Thailand’s GDP in 2020 worst since 1997 Asian financial crisis, economy in freefall, tourism industry destroyed

Deserted beaches are now the norm in Thailand as tourists are still locked out

While various Thai officials continue to insist Thailand’s economy will improve in 2021, the real figures tell a different story.

According to data that came out on Monday, Thailand’s GDP is at its worst level since the Asian financial crisis started in Thailand in 1977. In other words, the worst GDP Thailand has seen in more than 30 years.

Thailand’s collapsed tourism industry and political problems are part of the cause

Officials point to the collapsed tourism industry, caused by the government of Prayut Chan-o-cha shutting down borders, and leaving them predominantly shut for almost a year.


This effectively banned most of the 40 million tourists that were expected to arrive in Thailand in 2020, before border lockdowns an the subsequent Covid-19 panic set in.

 

Ongoing political protests in Bangkok and elsewhere in the country are also causing an investor lack of confidence in the country

The political upheaval in the country due to students demanding the resignation of General Prayut, along with political and monarchy reform has also damaged the country’s economy.

After all, when investors are considering investing in Thailand, a politically unstable country that could swing back into a military coup at any time is not often a place they will trust with their cash.

As if things weren’t bad enough, Thai exports too have fallen drastically in the last year due to cheaper products from other Asian countries causing a glut in the market, and struggling economies in Europe and North America stifling demand.

 

Stimulus packages like the recent Rao Chana stimulus have not only been badly administrated, but millions of Thais were not eligible for them

What was Thailand’s GDP contraction in 2020?

The contraction of Thailand’s GDP in 2020 was 6.1 percent. Not as bad as the 7.6 percent decline during the Asian financial crisis, but close.

There is no reason so far, however, to assume Thailand’s 2021 GDP will be any better.

Not with the country’s borders still shut to most international visitors, a vaccination schedule against Covid-19 far behind other countries in the region, and with few tourists willing to sit in mandatory two week quarantine before being allowed to travel freely.

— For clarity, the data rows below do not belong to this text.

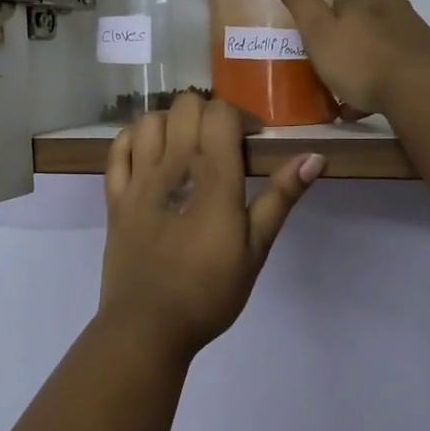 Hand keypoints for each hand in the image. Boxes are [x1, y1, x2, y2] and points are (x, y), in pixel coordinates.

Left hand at [98, 93, 323, 362]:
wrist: (148, 325)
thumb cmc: (209, 290)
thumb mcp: (255, 248)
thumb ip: (280, 197)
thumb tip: (314, 156)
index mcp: (212, 175)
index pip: (220, 112)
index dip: (239, 116)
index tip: (251, 141)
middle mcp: (172, 165)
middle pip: (185, 105)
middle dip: (207, 113)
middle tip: (221, 143)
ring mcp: (138, 179)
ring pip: (149, 120)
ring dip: (171, 122)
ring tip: (185, 147)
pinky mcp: (115, 197)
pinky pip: (117, 149)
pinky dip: (133, 139)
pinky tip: (148, 153)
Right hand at [270, 0, 429, 118]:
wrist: (425, 93)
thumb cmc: (364, 60)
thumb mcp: (320, 32)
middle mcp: (387, 4)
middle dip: (342, 0)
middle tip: (320, 18)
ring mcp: (408, 28)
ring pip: (375, 26)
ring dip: (356, 38)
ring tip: (336, 68)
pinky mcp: (420, 54)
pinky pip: (387, 55)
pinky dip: (370, 67)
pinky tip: (360, 97) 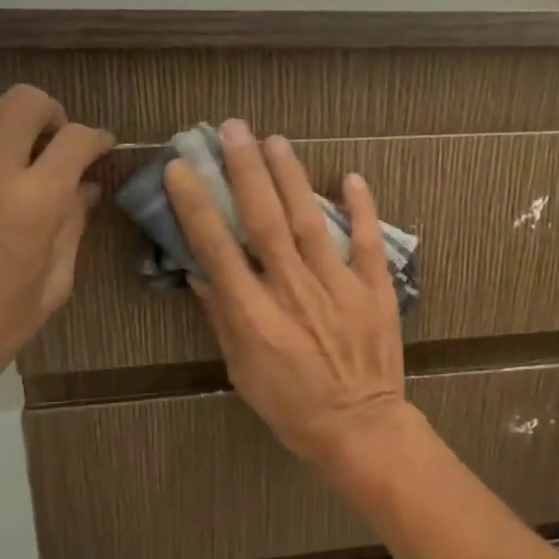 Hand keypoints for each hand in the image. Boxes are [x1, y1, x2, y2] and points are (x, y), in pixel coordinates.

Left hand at [0, 87, 112, 428]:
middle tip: (52, 141)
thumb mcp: (53, 286)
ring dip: (2, 121)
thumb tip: (84, 190)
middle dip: (51, 114)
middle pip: (25, 101)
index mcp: (34, 202)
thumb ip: (72, 228)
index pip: (77, 140)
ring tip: (7, 149)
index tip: (100, 149)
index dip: (97, 139)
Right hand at [165, 119, 407, 473]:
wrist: (360, 428)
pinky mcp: (375, 290)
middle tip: (233, 130)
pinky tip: (351, 176)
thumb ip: (222, 319)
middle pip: (264, 222)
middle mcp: (294, 292)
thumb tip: (201, 272)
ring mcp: (338, 288)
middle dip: (245, 172)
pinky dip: (362, 208)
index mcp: (255, 316)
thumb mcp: (242, 371)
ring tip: (275, 140)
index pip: (218, 250)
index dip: (198, 206)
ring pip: (310, 222)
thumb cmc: (292, 407)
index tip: (183, 168)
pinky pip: (368, 242)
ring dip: (292, 178) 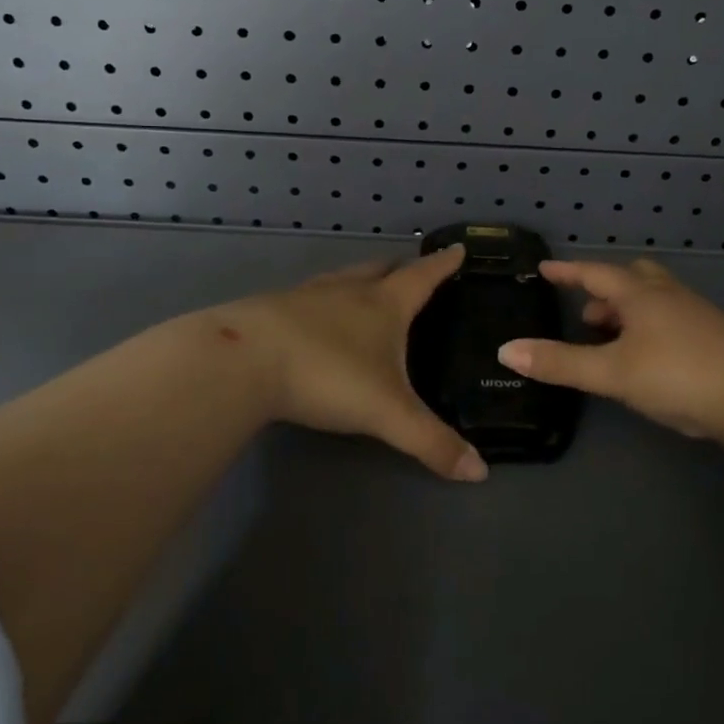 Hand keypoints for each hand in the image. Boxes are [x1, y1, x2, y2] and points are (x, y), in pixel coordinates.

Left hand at [221, 246, 486, 481]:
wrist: (242, 362)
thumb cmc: (327, 375)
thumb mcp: (388, 413)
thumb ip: (432, 442)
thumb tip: (480, 472)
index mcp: (384, 305)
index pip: (423, 277)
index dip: (444, 265)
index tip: (458, 250)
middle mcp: (348, 291)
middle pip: (381, 269)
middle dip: (401, 268)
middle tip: (413, 271)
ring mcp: (307, 296)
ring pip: (343, 279)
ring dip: (360, 280)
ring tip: (367, 289)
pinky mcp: (273, 310)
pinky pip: (309, 298)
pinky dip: (324, 301)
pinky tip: (316, 319)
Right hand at [496, 259, 723, 447]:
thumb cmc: (677, 375)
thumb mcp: (611, 372)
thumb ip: (560, 362)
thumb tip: (506, 350)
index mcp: (640, 294)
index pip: (595, 273)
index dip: (568, 271)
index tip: (545, 268)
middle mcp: (669, 296)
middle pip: (631, 278)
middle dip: (604, 292)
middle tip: (587, 315)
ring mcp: (697, 315)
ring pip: (655, 300)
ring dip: (628, 312)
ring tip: (612, 341)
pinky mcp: (716, 337)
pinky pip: (672, 319)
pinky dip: (651, 328)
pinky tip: (651, 359) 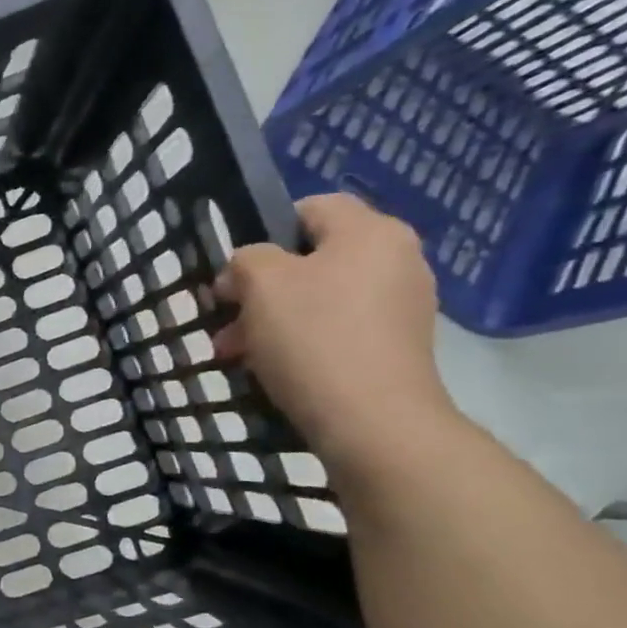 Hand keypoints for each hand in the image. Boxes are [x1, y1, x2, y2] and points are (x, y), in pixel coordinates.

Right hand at [211, 193, 457, 477]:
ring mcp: (401, 305)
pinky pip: (336, 329)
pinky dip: (300, 342)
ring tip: (235, 353)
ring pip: (318, 298)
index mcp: (371, 232)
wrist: (371, 419)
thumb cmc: (312, 337)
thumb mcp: (261, 284)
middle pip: (311, 259)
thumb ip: (246, 260)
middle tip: (225, 319)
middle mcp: (396, 259)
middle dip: (260, 288)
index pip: (311, 208)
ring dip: (271, 319)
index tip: (234, 272)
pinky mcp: (395, 345)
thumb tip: (246, 270)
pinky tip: (270, 369)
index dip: (264, 231) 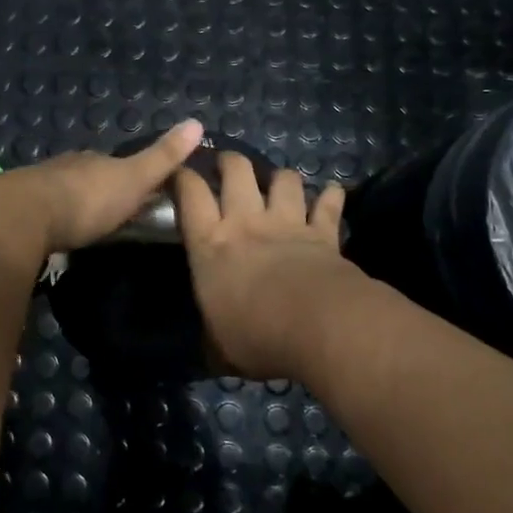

And, while the Thai government has put together several stimulus packages in an effort to boost domestic spending, the money being given to those that even qualified was said by many to be too little too late.

The stimulus amount could also only be spent in small amounts every day via a government app, and at mainly independent vendors. Useless then to anyone who desperately needs money to pay rent, car expenses or household expenses that are more than a couple of hundred baht.

Since Covid-19 cases have begun to increase in the country, with now more than 24,500 registered cases and 87 deaths, travelers that may have bitten the bullet and traveled to Thailand have also decided against it.

When they discover up to 90% of all businesses involved with tourism have closed down in certain areas of the country (Pattaya, Phuket etc), there is no incentive to take a holiday in Thailand in 2021 either.

 

Domestic market is not spurring Thai growth

Thais within Thailand are also spending far less than in a normal year, so the domestic market is not helping Thailand’s GDP improve either.

This is largely due to a huge number of Thais already being unemployed, or choosing to deliberately spend less than in previous years just in case they are also laid off soon.

This has damaged the country’s tourism industry even more, and pushed airlines like Thai Airways further down the path towards bankruptcy and potential closure.

Of course, like in many countries, but at even worse levels in Thailand due to the huge disparity between the wealthy/middle class and those who are the working poor, the ones who will suffer the most due to Thailand’s GDP are those poor.

In other words, things do not look good for Thailand’s GDP in 2021 and possibly into 2022. Not unless the government’s response to Covid-19 drastically improves. And soon.